§ **Exercise aim**
Copy each line below that includes "Мырзакулова".

§ **Extracted information**
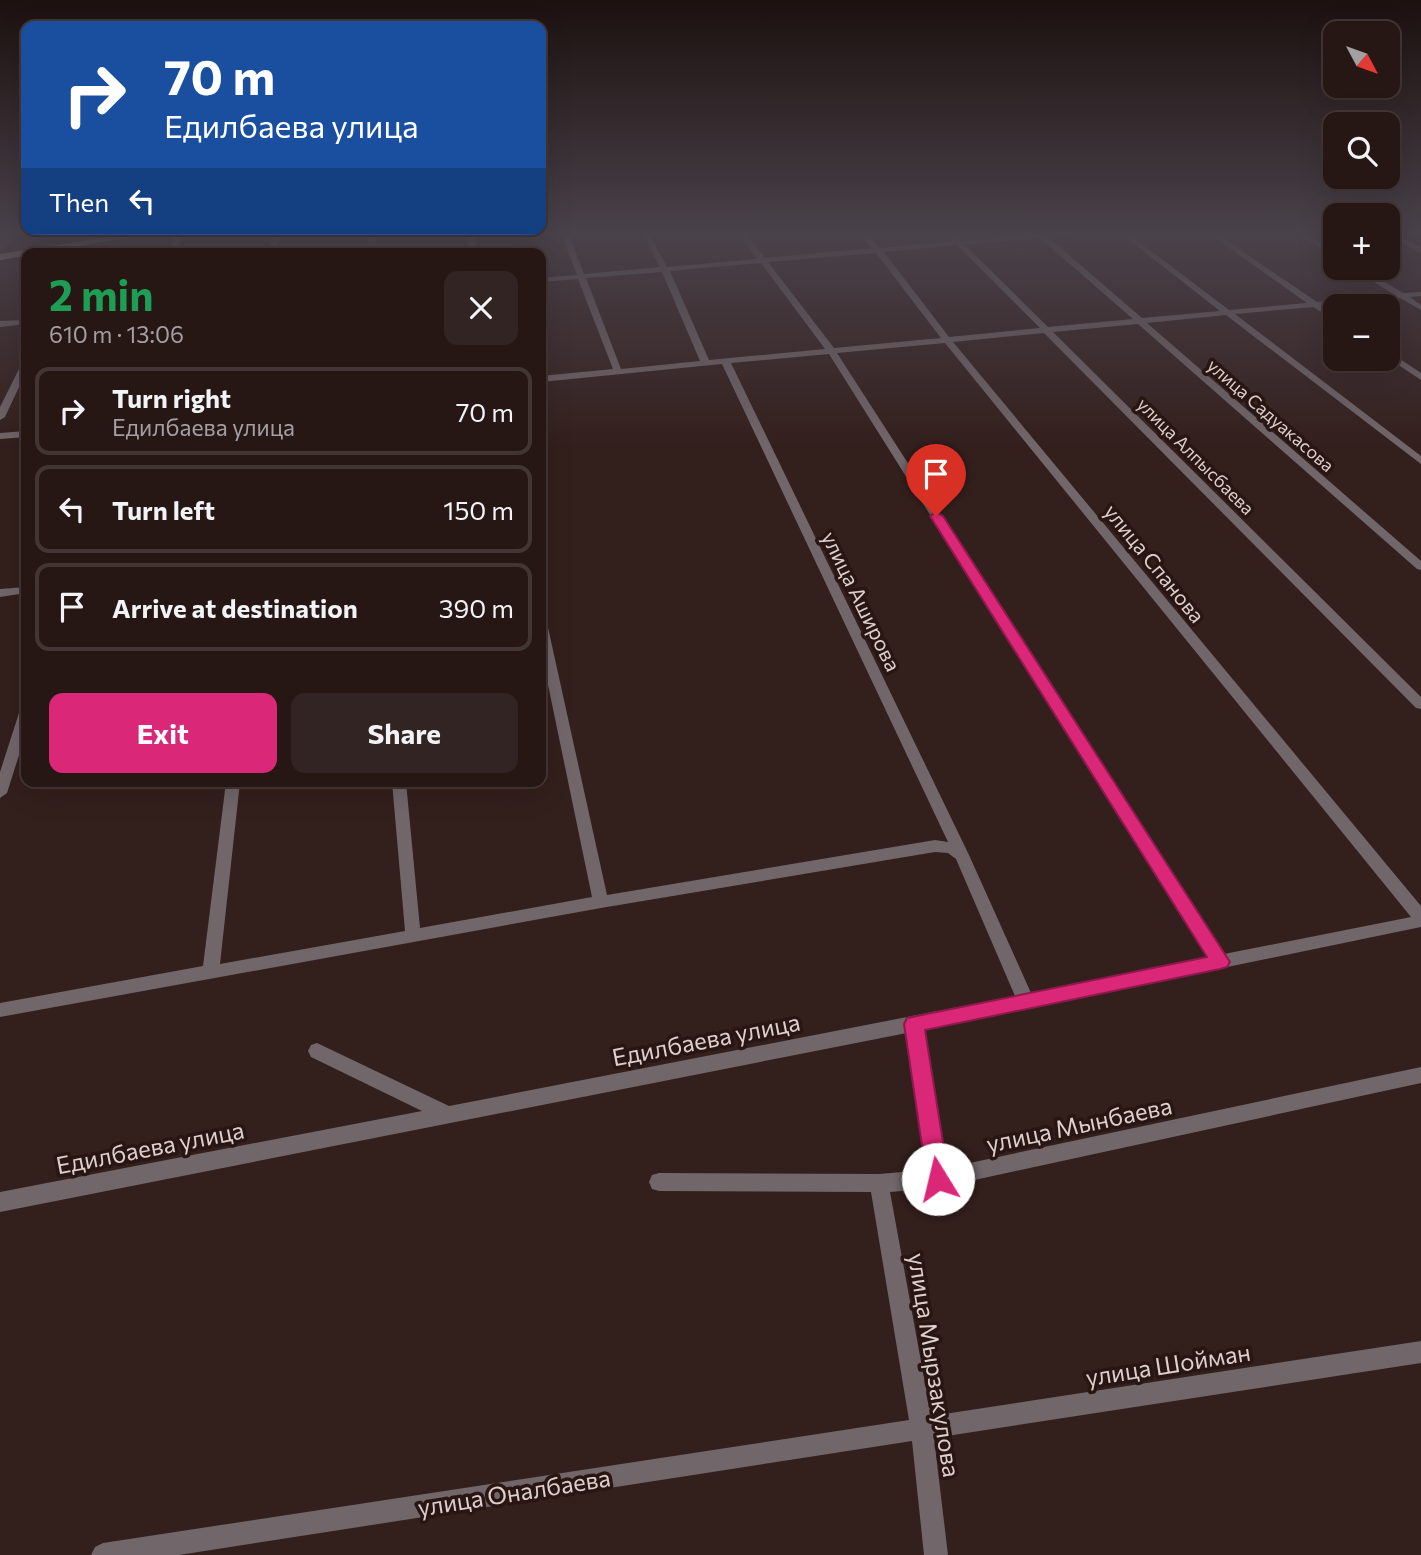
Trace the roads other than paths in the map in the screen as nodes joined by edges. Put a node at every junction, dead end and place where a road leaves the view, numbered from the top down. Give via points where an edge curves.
1 (1316, 304) edge
2 (593, 305) edge
3 (680, 305) edge
4 (796, 305) edge
5 (920, 305) edge
6 (1019, 305) edge
7 (1122, 305) edge
8 (1217, 305) edge
9 (1310, 305) edge
10 (1323, 309) edge
11 (1228, 313) junction
12 (21, 322) edge
13 (1142, 322) junction
14 (0, 324) edge
15 (1045, 331) junction
16 (948, 341) junction
17 (832, 352) junction
18 (1400, 362) edge
19 (726, 363) junction
20 (706, 364) junction
21 (618, 372) junction
22 (21, 373) edge
23 (1421, 377) edge
24 (546, 379) edge
25 (0, 417) edge
26 (21, 434) edge
27 (0, 436) edge
28 (1421, 461) edge
29 (1421, 567) edge
30 (21, 591) edge
31 (0, 593) edge
32 (546, 646) edge
33 (1421, 705) edge
34 (21, 728) edge
35 (232, 787) edge
36 (399, 787) edge
37 (0, 793) edge
38 (962, 855) junction
39 (601, 902) junction
40 (1421, 919) edge
41 (413, 935) junction
42 (1220, 962) junction
43 (211, 972) junction
44 (1026, 1001) junction
45 (0, 1010) edge
46 (914, 1024) junction
47 (317, 1051) dead end
48 (1421, 1075) edge
49 (446, 1114) junction
50 (938, 1179) junction
51 (659, 1182) dead end
52 (878, 1183) junction
53 (0, 1202) edge
54 (1421, 1352) edge
55 (923, 1429) junction
56 (103, 1555) edge
57 (936, 1555) edge

1 - 10 street
2 - 21 street
3 - 20 street
4 - 17 street
5 - 16 street, улица Спанова
6 - 15 street, улица Алпысбаева
7 - 13 street, улица Садуакасова
8 - 11 street
9 - 11 street
11 - 13 street
11 - 28 street
12 - 14 street
13 - 15 street
13 - 29 street, улица Садуакасова
15 - 16 street
15 - 33 street, улица Алпысбаева
16 - 17 street
16 - 40 street, улица Спанова
17 - 19 street
17 - 42 street
18 - 23 street
19 - 20 street
19 - 38 street, улица Аширова
20 - 21 street
21 - 24 street
22 - 25 street
26 - 27 street
30 - 31 street
32 - 39 street
34 - 37 street
35 - 43 street
36 - 41 street
38 - 39 street via 935,846
38 - 44 street, улица Аширова
39 - 41 street
40 - 42 street, Едилбаева улица
41 - 43 street
42 - 44 street, Едилбаева улица
43 - 45 street
44 - 46 street, Едилбаева улица
46 - 49 street, Едилбаева улица
46 - 50 street
47 - 49 street
48 - 50 street, улица Мынбаева
49 - 53 street, Едилбаева улица
50 - 52 street, улица Мынбаева
51 - 52 street, улица Мынбаева
52 - 55 street, улица Мырзакулова
54 - 55 street, улица Шойман
55 - 56 street, улица Оналбаева
55 - 57 street, улица Мырзакулова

§ **Your solution**
52 - 55 street, улица Мырзакулова
55 - 57 street, улица Мырзакулова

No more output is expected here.